** Dataset records follows **

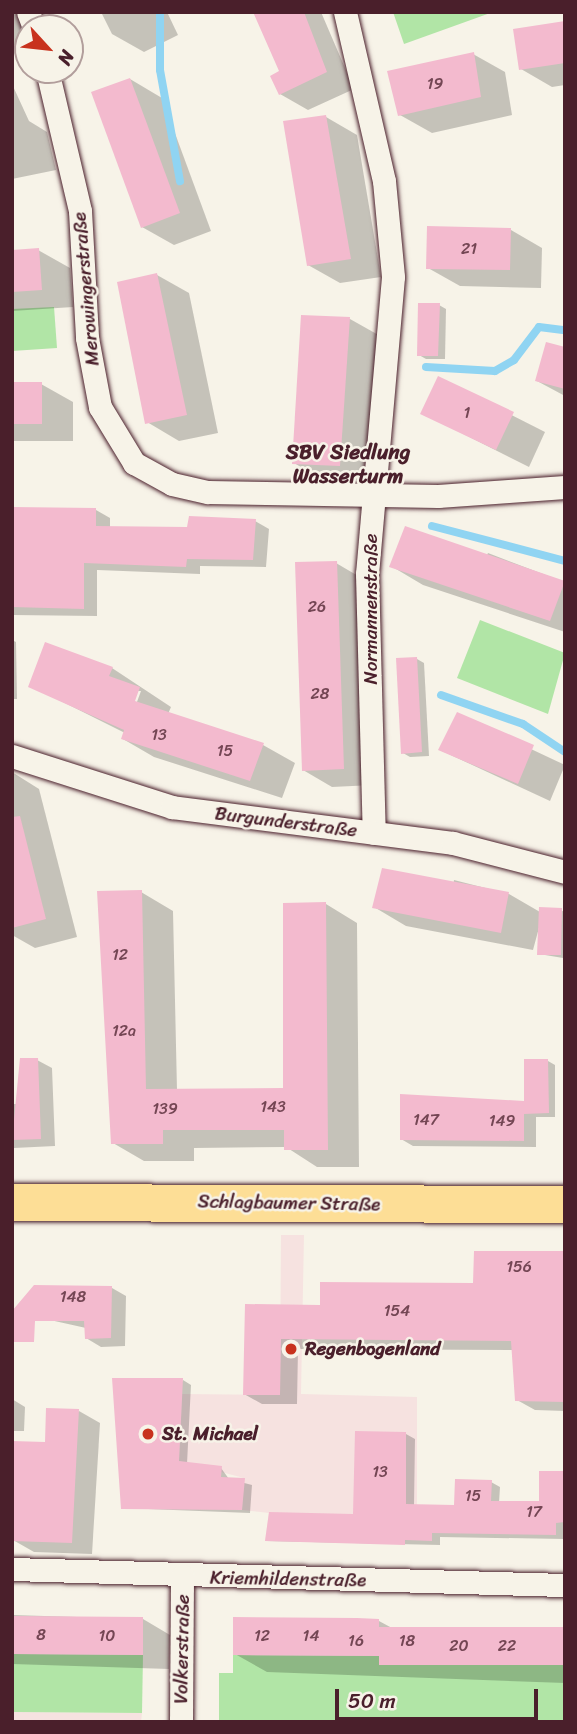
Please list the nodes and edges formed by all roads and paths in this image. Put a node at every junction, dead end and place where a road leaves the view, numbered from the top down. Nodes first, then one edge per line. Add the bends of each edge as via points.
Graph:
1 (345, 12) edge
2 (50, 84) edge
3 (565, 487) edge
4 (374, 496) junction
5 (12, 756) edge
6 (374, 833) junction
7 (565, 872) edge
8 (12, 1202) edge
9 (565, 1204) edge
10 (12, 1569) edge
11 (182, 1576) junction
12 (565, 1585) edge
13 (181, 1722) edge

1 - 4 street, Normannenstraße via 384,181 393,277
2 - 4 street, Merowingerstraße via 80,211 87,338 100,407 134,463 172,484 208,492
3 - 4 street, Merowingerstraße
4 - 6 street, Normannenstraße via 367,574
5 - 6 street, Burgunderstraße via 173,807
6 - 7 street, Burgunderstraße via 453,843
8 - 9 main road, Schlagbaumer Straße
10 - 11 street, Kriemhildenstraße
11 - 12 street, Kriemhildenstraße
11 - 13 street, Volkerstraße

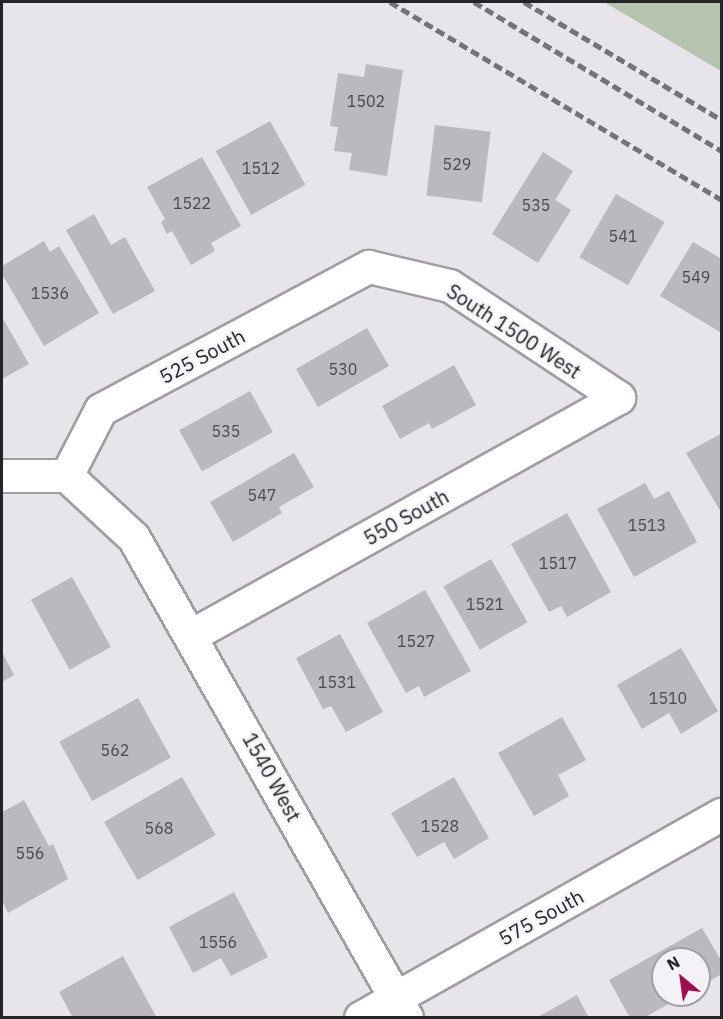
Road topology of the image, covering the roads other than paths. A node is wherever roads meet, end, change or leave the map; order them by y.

** End of Dataset records **

Exercise | Without the pictures, return the records above exactly as given.

Written response |
Please list the nodes and edges formed by all roads and paths in this image. Put a node at every junction, dead end and place where a road leaves the view, numbered from the top down. Nodes first, then one edge per line. Add the bends of each edge as via points.
Graph:
1 (345, 12) edge
2 (50, 84) edge
3 (565, 487) edge
4 (374, 496) junction
5 (12, 756) edge
6 (374, 833) junction
7 (565, 872) edge
8 (12, 1202) edge
9 (565, 1204) edge
10 (12, 1569) edge
11 (182, 1576) junction
12 (565, 1585) edge
13 (181, 1722) edge

1 - 4 street, Normannenstraße via 384,181 393,277
2 - 4 street, Merowingerstraße via 80,211 87,338 100,407 134,463 172,484 208,492
3 - 4 street, Merowingerstraße
4 - 6 street, Normannenstraße via 367,574
5 - 6 street, Burgunderstraße via 173,807
6 - 7 street, Burgunderstraße via 453,843
8 - 9 main road, Schlagbaumer Straße
10 - 11 street, Kriemhildenstraße
11 - 12 street, Kriemhildenstraße
11 - 13 street, Volkerstraße

Road topology of the image, covering the roads other than paths. A node is wherever roads meet, end, change or leave the map; order them by y.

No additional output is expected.